Foi um personagem e tanto, esse Pasolini. Muitos críticos gostam de lançar pontes entre Glauber Rocha e ele. Mais do que diretores, teriam sido agitadores culturais e políticos, catalisando o debate sobre arte e revolução, arte e sociedade, nos respectivos países, Pasolini na Itália, Glauber no Brasil.
Jean Tulard, em seu ''Dicionário de Cinema'' (Editora L&PM), talvez exagere um pouco, mas considera Pasolini o mais forte personagem do cinema italiano e o mais escandaloso, também. Escritor, poeta, ensaísta, roteirista e diretor, ele começou a provocar polêmica no Partido Comunista, ao se assumir publicamente como homossexual, o que era considerado, no mínimo, como desvio contra-revolucionário pela linha-dura do partido.
Também era incômoda a forma como Pasolini tentava conciliar, em sua produção artística, a herança mística e o que ele considerava a vocação socialista do povo italiano. Esse conflito interno anima alguns de seus filmes mais famosos. Em ''O Evangelho segundo Mateus'', de 1964, os soldados de Herodes viram uma corja fascista, José e Maria parecem refugiados de tantos dramas análogos no mundo moderno e a própria mãe do cineasta, Susana Pasolini, interpreta Maria numa idade mais avançada, o que foi considerado o cúmulo do exibicionismo de Pasolini, que estaria a se comparar ao próprio Cristo. Quatro anos mais tarde, o choque foi maior ainda, com ''Teorema''.

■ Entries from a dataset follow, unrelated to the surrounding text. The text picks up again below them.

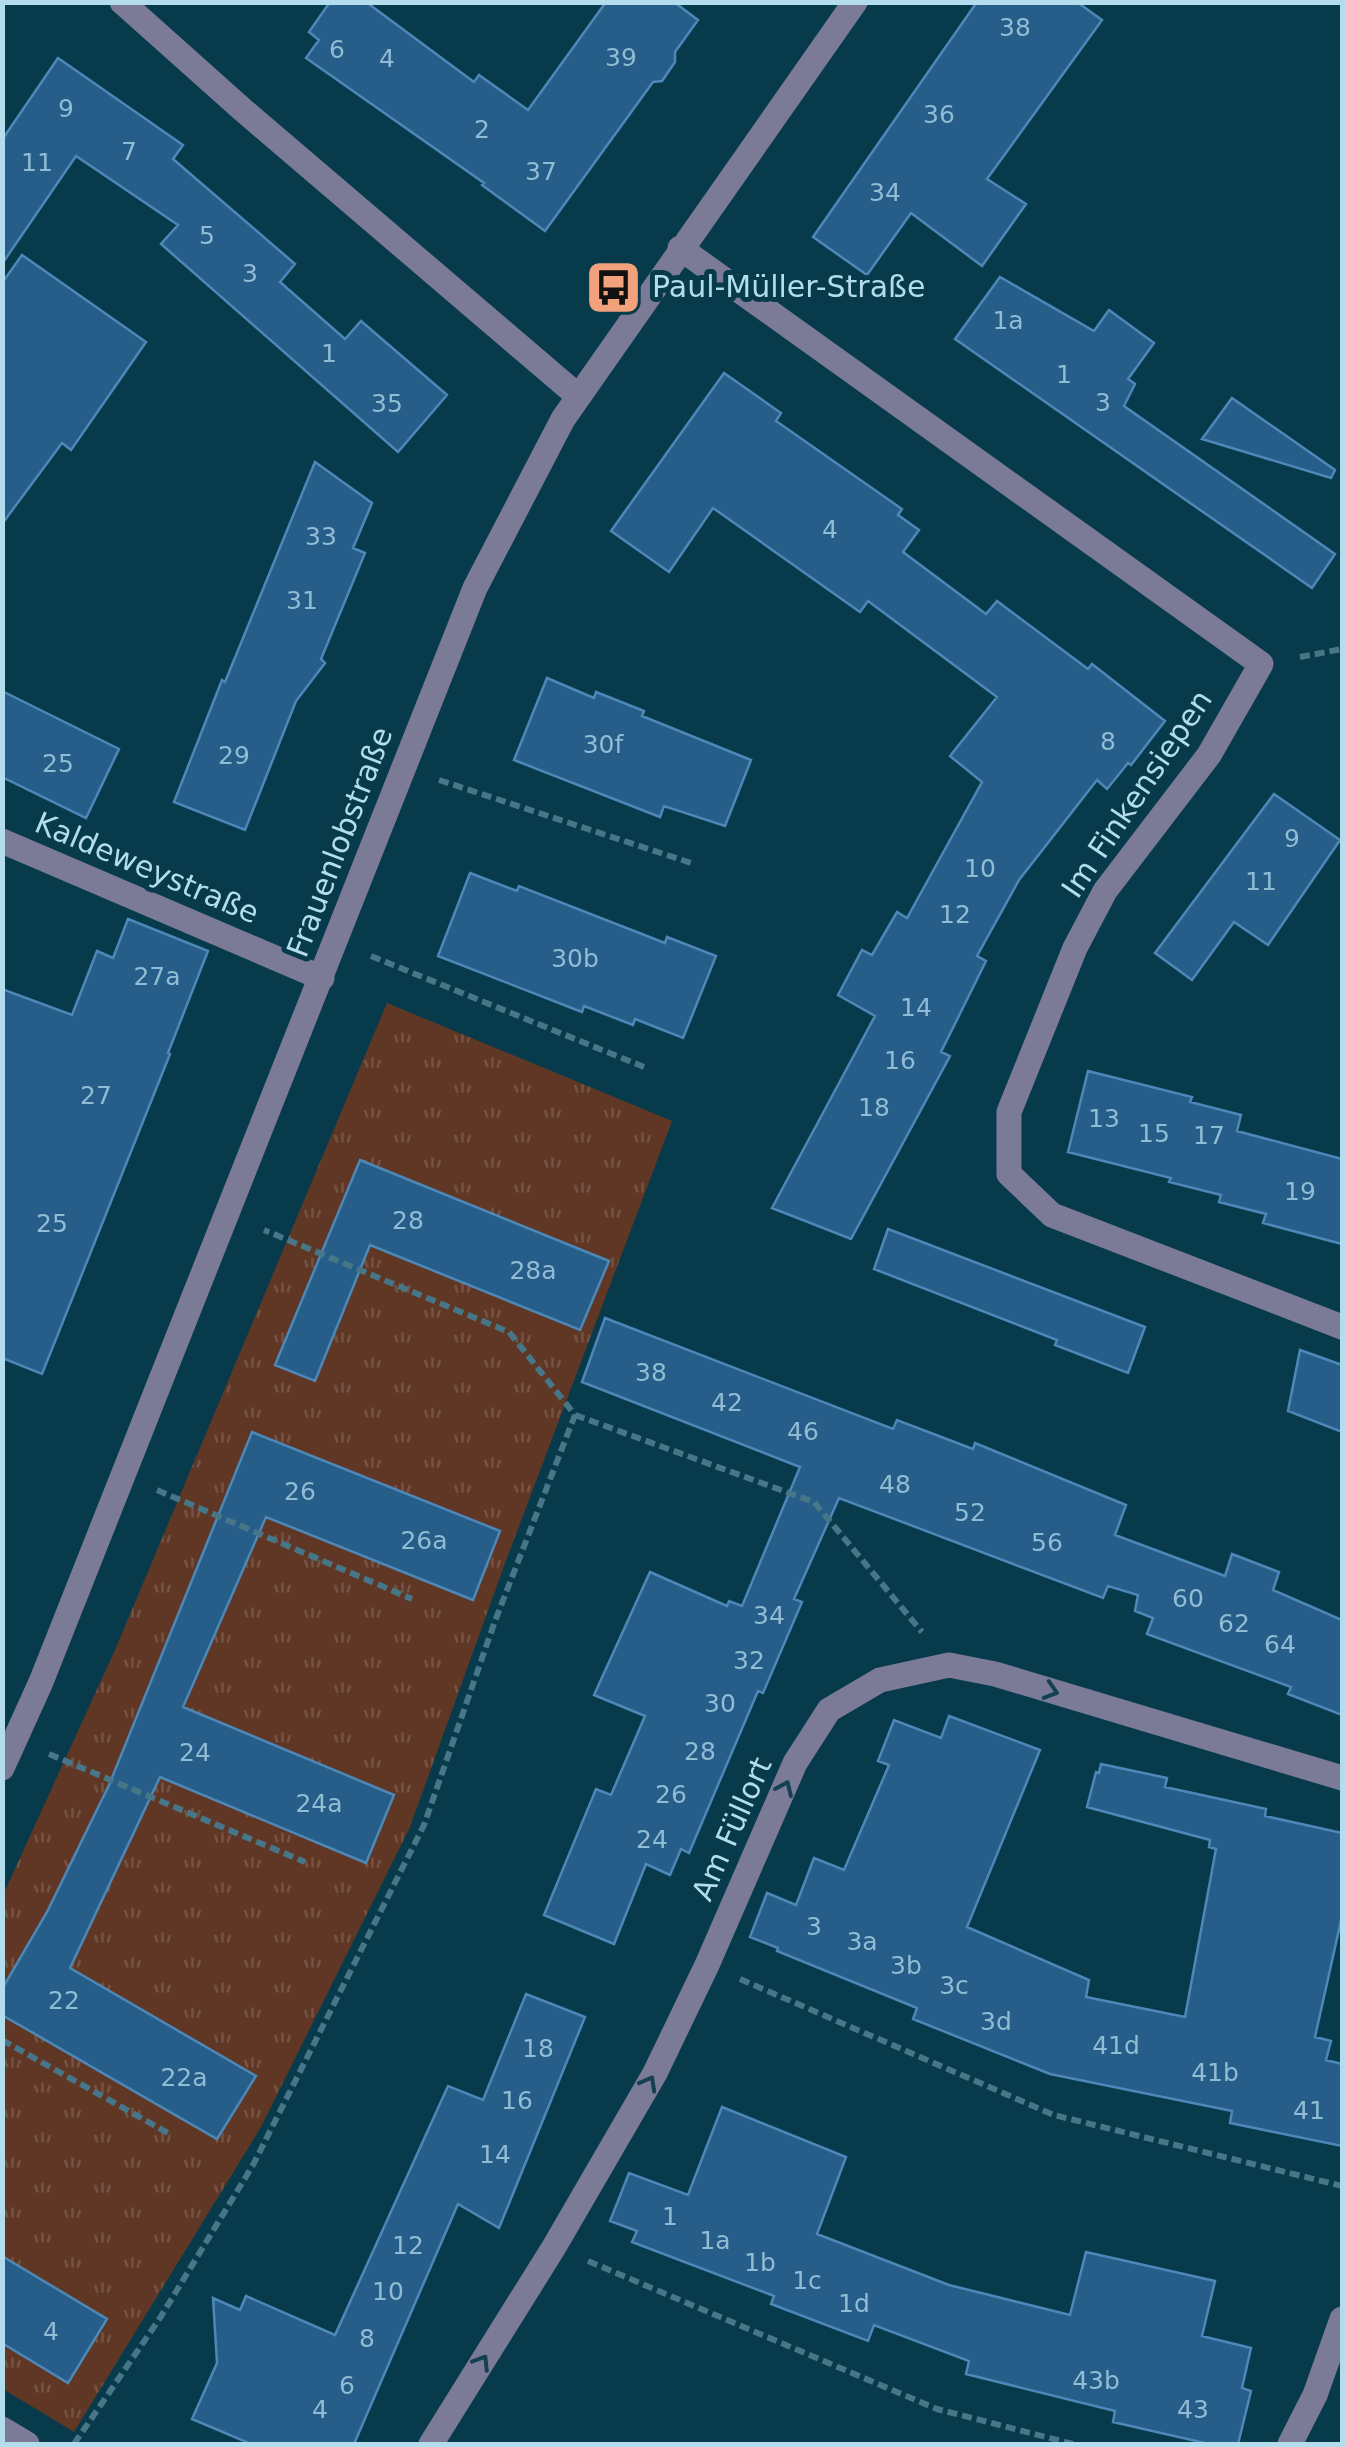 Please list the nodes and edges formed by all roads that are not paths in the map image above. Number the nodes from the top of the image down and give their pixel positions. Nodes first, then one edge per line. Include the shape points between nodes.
1 (122, 2) edge
2 (854, 2) edge
3 (680, 248) junction
4 (578, 396) junction
5 (2, 841) edge
6 (322, 978) junction
7 (1342, 1326) edge
8 (2, 1768) edge
9 (1342, 1778) edge
10 (1342, 2319) edge
11 (2, 2430) edge
12 (26, 2444) edge
13 (430, 2444) edge
14 (1290, 2444) edge

1 - 4 street
2 - 3 street, Frauenlobstraße
3 - 4 street, Frauenlobstraße
3 - 7 street, Im Finkensiepen via 1262,664 1209,755 1105,891 1075,948 1009,1112 1010,1174 1052,1215
4 - 6 street, Frauenlobstraße via 482,572
5 - 6 street, Kaldeweystraße
6 - 8 street, Frauenlobstraße
13 -> 9 street, Am Füllort via 655,2073 795,1764 829,1710 880,1680 949,1664
10 - 14 street
11 - 12 street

Foi o terceiro filme de Pasolini com Silvana Mangano, após o episódio de ''As Bruxas'', de 1966, e ''Édipo Rei'', no ano seguinte, no qual ela foi uma majestosa Jocasta. Silvana ainda voltaria ao universo pasoliniano numa fugaz aparição em ''Decameron'', adaptado de Boccaccio e primeiro filme da trilogia da vida do autor (que seria completada com ''Os Contos de Canterbury'' e ''As Mil e Uma Noites de Pasolini'').
Nos anos 1940, Silvana irrompeu no cinema italiano como mito erótico, pondo de fora, em ''Arroz Maldito'', de Giuseppe De Santis, aquelas coxas que a transformaram objeto de desejo dos machos de todo o planeta. Pasolini e, logo em seguida, outro homossexual, Luchino Visconti, ''descarnaram'' a bela Silvana e a transformaram numa imagem etérea e um tanto idealizada de mulher.
Ela é pura angústia em ''Teorema'' e a cena do grito, quando expressa o desespero que o sexo não consegue aplacar - a boca crispada, os gestos tensos, os olhos fugidios -, deveria ser invocada como a própria negação da pornografia, da qual Pasolini foi acusado por Gustavo Corção, sem ter visto o filme. Pouco antes de morrer, comentando o próprio cinema, ele dizia que fazia seus filmes com total impudor, liberdade e ingenuidade.
Por isso mesmo, conseguia ser odiado pela direita e pela esquerda. A primeira o abominava por sua férrea oposição ao consumismo, que considerava o novo fascismo. Certos textos de Pasolini revelam-se hoje proféticos, antecipando o que é hoje o mundo globalizado pela economia neoliberal. A segunda não suportava a independência de Pasolini, a sua coragem de ser o que era.
Nada mais diferente de um filme de Pasolini do que outro de Robert Bresson, o mestre francês do silêncio, homenageado, esta semana, por um ciclo no Centro Cultural São Paulo. Mas há um elemento que talvez seja comum entre ambos. Pasolini, como Bresson, acreditava numa erupção do sagrado na vida cotidiana. O que os diferenciava mesmo era a noção de sexualidade, abstrata em Bresson, sempre forte em Pasolini.
Bresson usou um asno, em ''A Grande Testemunha'', para fazer a sua versão da paixão de Cristo. Pasolini, no ''Evangelho'', retratou o Cristo irado em luta contra a injustiça social. O cinema contou muitas vezes a história do Rei dos Reis, mas nunca mostrou, como ele, a cena em que Jesus usa o chicote para expulsar os vendilhões do templo. Pasolini também buscava a ascese. A lágrima que Laura Betti verte em ''Teorema'' procede do mais fundo do ser do artista.
(L.C.M.)
Serviço - ''Teorema''. Itália, 1968. Direção de Pier Paolo Pasolini. Distribuição da Versátil. Disponível nas locadoras.